Event-driven architecture has moved from a pattern discussed in architecture documents to a default choice for many distributed system designs. The tooling has matured and the operational patterns are established.
Kafka as infrastructure
Apache Kafka is no longer just a message queue. It is the event streaming platform that many organisations' real-time data pipelines are built on. Confluent's managed Kafka, Amazon MSK, and Azure Event Hubs (Kafka protocol compatible) make running Kafka without managing the cluster yourself a viable option. For organisations that need event replay, stream processing, and multi-consumer architectures, Kafka's offset-based consumption model and durable log storage are the right fit.
Azure Service Bus for.NET workloads
For.NET-heavy Azure-native architectures, Azure Service Bus is the natural message queue choice. It provides reliable message delivery with dead-letter queue support, session-based ordering for correlated messages, and message deferral. The.NET SDK is mature and the Azure Functions trigger for Service Bus makes event-driven function architectures straightforward. For teams that need a message queue without Kafka's operational complexity, Service Bus handles the common enterprise messaging patterns cleanly.

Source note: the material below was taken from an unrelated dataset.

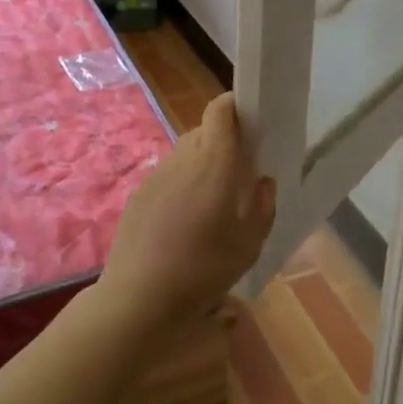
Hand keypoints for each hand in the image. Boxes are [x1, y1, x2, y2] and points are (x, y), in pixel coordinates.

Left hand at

The transactional outbox pattern
The hardest problem in event-driven architecture is maintaining consistency between your database and your message queue. If you update the database and then publish an event, a crash between the two operations produces inconsistency. The transactional outbox pattern writes the event to an outbox table in the same database transaction as the state change, then a separate process reads the outbox and publishes to the message queue. This guarantees at-least-once event delivery without distributed transactions.
CQRS and event sourcing in practice
Command Query Responsibility Segregation and event sourcing are architectural patterns that pair naturally with event-driven architecture. CQRS separates the write model (commands that change state) from the read model (queries that return data). Event sourcing represents state as a sequence of events rather than a current value. Both patterns solve real problems but introduce complexity. The honest assessment in 2023 is that both patterns are appropriate for specific domains (financial systems, audit-heavy applications) and overkill for general CRUD applications where the complexity cost exceeds the benefit.